[Stored data]

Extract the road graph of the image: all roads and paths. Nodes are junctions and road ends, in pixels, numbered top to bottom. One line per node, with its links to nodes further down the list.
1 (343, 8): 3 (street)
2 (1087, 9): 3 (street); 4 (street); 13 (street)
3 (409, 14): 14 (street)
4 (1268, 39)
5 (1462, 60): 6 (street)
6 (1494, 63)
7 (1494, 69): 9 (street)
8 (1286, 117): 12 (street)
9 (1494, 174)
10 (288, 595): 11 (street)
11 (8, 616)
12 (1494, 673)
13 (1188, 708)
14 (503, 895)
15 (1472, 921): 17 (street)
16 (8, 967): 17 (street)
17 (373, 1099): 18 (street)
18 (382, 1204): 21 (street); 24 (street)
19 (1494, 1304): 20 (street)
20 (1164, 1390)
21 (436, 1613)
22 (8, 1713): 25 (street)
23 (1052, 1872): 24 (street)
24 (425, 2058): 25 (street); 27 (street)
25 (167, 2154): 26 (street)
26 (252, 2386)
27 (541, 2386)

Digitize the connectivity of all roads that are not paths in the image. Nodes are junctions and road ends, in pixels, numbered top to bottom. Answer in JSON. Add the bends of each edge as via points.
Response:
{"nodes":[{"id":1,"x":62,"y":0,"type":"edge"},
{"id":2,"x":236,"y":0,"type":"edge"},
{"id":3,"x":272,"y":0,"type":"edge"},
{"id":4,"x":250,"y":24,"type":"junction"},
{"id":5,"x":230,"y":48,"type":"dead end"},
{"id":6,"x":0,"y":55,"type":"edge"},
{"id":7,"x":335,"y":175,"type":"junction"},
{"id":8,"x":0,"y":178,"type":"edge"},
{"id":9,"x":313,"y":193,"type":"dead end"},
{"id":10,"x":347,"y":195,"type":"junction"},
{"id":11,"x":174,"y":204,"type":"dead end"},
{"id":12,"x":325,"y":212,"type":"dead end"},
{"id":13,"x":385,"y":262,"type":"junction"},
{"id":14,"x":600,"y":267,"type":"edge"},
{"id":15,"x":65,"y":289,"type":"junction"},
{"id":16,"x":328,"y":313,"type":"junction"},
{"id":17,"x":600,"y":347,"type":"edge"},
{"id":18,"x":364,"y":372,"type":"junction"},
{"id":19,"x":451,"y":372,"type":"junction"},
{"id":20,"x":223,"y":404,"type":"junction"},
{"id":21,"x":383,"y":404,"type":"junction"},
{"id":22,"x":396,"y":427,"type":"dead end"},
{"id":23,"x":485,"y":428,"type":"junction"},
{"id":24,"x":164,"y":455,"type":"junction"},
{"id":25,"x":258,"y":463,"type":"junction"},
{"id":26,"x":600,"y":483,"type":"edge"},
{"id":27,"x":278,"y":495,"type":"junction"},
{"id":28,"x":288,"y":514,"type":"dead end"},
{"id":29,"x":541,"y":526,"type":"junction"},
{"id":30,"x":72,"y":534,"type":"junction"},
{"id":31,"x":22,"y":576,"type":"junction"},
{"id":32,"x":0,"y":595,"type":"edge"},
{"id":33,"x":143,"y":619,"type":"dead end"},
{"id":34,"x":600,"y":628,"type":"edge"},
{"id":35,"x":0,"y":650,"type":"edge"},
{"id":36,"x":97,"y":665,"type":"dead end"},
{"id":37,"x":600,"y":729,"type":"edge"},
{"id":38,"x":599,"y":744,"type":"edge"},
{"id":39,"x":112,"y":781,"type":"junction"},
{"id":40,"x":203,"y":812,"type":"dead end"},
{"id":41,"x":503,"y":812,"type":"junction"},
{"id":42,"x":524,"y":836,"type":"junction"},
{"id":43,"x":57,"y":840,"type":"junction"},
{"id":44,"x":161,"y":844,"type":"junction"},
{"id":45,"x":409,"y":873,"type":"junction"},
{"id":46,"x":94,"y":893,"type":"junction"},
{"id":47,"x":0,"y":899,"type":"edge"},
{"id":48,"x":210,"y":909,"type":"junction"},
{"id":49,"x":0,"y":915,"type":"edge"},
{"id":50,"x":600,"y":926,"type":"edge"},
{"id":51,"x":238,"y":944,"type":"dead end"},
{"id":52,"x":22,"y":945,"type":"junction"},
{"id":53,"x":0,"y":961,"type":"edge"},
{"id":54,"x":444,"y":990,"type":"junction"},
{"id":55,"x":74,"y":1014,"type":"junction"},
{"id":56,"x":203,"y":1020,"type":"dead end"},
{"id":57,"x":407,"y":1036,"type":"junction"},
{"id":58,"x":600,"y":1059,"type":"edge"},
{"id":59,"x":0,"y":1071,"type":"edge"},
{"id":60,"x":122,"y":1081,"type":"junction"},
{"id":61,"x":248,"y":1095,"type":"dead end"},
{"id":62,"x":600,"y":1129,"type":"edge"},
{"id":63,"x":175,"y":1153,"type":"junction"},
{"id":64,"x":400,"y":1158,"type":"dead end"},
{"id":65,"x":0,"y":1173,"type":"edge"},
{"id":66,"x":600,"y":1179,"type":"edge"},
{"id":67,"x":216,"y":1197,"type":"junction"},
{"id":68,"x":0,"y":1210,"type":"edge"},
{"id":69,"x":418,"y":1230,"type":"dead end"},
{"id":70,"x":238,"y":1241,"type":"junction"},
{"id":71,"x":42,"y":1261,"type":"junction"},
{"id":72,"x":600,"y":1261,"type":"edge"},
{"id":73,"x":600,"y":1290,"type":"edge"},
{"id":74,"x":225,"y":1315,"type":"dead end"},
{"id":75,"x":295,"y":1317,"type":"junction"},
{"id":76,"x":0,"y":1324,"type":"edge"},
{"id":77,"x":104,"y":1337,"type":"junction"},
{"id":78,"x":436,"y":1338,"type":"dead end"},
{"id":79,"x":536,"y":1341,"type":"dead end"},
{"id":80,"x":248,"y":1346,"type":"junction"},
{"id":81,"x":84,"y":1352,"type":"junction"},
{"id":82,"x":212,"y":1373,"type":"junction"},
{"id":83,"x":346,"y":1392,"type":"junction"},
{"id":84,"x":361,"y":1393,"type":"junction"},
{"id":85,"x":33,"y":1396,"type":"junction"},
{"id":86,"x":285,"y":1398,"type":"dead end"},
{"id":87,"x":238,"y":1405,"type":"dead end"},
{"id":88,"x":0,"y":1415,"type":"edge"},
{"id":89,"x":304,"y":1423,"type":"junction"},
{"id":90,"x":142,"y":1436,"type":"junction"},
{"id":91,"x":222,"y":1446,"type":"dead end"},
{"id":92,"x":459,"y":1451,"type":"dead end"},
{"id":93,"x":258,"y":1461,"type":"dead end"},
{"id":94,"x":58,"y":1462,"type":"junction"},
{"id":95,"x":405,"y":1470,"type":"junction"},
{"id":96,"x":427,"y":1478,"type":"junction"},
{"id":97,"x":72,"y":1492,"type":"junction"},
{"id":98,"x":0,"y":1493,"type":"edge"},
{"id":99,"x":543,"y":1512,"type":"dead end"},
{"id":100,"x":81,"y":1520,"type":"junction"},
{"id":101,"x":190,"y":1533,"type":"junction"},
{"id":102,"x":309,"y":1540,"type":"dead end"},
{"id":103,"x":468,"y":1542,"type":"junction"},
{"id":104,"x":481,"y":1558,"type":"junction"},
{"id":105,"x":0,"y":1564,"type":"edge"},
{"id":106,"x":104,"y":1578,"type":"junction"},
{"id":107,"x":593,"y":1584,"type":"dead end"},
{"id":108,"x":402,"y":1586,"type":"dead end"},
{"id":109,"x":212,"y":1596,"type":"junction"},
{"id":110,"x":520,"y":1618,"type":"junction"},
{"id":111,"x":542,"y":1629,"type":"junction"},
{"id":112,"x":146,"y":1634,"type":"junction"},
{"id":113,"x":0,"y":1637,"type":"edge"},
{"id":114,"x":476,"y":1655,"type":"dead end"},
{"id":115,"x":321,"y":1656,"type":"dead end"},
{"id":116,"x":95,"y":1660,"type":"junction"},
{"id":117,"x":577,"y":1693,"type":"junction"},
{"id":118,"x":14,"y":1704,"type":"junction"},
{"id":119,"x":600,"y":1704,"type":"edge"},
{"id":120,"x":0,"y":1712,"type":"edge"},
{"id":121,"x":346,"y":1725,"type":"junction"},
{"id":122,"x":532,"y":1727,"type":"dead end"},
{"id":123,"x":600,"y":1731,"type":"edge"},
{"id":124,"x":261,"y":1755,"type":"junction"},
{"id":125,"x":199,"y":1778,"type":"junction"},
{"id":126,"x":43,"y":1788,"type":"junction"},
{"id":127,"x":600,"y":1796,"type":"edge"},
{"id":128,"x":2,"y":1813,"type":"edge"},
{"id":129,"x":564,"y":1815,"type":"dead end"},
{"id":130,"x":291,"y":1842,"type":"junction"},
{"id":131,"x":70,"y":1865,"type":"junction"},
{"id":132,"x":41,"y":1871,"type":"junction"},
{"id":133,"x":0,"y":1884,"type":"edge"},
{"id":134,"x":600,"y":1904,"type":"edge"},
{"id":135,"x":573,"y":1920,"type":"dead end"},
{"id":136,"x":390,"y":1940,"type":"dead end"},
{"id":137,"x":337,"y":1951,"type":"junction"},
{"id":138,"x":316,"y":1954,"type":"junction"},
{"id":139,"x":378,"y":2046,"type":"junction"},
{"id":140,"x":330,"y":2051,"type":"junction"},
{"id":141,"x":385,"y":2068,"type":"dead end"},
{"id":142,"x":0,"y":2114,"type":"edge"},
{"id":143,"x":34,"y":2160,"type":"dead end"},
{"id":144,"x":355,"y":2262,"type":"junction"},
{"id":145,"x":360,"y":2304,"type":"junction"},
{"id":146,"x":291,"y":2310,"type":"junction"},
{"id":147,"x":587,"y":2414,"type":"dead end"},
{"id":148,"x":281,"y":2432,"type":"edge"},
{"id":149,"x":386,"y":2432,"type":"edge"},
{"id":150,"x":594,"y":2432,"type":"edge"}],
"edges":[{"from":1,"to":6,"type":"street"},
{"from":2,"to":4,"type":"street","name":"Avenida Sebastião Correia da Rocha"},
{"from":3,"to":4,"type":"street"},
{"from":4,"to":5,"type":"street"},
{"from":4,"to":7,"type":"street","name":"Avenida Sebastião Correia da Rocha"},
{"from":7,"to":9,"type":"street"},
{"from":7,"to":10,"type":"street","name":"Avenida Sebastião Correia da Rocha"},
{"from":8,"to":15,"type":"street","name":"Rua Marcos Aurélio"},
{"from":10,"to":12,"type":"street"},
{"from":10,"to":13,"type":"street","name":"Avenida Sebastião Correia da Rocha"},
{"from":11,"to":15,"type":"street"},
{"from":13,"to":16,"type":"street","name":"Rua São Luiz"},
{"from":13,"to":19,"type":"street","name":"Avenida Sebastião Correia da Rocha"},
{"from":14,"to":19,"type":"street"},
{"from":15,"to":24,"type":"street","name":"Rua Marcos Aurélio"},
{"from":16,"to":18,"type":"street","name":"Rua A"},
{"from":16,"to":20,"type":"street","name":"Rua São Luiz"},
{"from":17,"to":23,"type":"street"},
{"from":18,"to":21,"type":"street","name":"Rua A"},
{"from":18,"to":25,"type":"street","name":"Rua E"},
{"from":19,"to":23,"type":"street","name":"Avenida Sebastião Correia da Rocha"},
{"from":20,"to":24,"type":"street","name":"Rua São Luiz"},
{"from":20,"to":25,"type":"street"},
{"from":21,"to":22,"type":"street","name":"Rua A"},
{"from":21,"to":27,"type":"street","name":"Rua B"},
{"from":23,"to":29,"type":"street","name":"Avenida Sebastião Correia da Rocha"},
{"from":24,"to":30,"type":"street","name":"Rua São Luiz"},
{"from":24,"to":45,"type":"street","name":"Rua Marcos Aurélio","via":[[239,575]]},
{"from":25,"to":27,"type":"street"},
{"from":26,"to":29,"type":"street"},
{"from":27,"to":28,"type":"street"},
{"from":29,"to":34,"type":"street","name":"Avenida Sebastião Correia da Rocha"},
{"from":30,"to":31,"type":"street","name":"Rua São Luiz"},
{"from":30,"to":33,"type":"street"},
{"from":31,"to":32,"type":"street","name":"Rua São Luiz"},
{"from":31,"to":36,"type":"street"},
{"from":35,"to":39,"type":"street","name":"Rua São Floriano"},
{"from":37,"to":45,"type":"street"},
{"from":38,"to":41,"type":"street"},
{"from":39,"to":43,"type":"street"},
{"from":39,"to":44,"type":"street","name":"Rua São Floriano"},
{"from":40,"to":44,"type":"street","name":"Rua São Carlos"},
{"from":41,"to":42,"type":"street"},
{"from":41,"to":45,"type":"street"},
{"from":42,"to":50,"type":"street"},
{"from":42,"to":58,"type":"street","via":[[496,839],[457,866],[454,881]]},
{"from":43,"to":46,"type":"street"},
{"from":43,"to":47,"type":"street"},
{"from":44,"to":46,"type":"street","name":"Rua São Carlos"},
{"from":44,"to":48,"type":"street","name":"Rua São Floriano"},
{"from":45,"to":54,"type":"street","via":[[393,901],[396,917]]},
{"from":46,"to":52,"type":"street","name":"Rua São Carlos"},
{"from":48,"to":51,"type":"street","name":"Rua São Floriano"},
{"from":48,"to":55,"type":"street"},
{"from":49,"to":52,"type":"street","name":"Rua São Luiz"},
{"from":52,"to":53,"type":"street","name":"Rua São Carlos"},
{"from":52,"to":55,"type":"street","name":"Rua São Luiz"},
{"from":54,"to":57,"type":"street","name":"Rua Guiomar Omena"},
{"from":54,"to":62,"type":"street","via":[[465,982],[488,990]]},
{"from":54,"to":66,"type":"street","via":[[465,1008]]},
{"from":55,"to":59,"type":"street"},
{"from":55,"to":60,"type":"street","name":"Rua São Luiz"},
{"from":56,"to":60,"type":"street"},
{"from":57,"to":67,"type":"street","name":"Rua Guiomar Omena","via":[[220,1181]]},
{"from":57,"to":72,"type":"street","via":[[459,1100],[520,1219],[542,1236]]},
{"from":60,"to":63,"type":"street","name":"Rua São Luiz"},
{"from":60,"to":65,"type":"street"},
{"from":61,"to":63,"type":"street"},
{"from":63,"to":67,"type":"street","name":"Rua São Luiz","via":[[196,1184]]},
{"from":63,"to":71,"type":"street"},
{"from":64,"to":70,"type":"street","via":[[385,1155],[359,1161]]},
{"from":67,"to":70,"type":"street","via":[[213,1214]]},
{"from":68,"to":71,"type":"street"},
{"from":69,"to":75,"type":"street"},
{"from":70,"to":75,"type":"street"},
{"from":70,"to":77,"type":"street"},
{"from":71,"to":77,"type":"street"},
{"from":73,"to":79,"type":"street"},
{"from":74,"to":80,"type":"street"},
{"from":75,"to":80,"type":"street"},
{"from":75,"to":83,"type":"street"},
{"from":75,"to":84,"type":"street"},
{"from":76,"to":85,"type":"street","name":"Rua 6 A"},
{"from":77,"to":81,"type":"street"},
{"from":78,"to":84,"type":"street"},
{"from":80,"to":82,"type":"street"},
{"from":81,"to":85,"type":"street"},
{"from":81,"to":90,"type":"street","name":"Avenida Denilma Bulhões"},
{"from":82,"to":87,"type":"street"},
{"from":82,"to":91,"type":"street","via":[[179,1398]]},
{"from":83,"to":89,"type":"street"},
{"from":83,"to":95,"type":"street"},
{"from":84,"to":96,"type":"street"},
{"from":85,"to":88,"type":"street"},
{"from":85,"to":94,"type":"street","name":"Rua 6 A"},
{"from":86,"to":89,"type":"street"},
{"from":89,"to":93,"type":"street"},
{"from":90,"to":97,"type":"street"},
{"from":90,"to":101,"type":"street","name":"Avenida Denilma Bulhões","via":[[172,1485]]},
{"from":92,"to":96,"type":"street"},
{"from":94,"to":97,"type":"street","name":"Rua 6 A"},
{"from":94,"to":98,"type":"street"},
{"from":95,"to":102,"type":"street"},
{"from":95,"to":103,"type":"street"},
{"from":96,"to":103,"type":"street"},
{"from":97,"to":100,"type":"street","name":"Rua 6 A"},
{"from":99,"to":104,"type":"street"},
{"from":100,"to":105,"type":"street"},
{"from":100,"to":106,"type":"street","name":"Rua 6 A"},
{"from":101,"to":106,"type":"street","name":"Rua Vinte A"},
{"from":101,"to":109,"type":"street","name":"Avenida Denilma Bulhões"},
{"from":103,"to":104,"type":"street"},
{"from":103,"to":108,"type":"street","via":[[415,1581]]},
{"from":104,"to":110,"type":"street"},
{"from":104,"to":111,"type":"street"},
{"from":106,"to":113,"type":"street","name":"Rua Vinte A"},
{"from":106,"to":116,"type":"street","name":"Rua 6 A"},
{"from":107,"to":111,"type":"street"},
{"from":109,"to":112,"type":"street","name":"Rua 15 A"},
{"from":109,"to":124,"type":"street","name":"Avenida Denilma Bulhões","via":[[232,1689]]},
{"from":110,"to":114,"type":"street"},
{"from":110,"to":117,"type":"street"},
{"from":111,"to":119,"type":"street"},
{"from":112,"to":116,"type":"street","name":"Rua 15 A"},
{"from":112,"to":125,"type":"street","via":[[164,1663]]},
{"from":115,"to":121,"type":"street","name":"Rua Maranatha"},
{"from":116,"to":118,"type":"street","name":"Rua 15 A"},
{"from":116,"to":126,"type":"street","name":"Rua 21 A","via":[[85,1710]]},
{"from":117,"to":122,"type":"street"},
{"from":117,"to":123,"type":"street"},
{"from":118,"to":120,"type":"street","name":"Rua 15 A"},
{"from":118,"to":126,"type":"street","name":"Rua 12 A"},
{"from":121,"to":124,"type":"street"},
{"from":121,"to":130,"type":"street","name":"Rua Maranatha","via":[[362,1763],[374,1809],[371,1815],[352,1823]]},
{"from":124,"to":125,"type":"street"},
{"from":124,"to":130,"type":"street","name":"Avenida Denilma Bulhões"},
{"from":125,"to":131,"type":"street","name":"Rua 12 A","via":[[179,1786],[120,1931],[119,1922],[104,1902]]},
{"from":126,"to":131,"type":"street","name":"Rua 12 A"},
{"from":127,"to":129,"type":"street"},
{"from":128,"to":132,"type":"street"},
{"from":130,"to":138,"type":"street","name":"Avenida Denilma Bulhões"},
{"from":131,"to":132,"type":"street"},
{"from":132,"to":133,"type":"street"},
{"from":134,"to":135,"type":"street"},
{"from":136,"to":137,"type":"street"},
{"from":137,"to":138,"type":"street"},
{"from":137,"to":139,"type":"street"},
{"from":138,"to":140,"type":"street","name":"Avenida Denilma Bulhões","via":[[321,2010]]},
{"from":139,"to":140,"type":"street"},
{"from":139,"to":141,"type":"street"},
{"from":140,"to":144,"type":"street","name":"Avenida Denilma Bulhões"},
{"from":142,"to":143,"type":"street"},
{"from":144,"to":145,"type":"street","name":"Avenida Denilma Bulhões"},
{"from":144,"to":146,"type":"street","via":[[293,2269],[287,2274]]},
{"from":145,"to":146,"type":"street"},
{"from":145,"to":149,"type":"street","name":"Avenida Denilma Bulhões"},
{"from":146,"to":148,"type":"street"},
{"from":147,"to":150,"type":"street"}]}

* **TASK BRIEF**
Give the number of lines in the records above that contain the word "Carlos", and nothing more.

* **RESPONSE TO THIS TASK**
4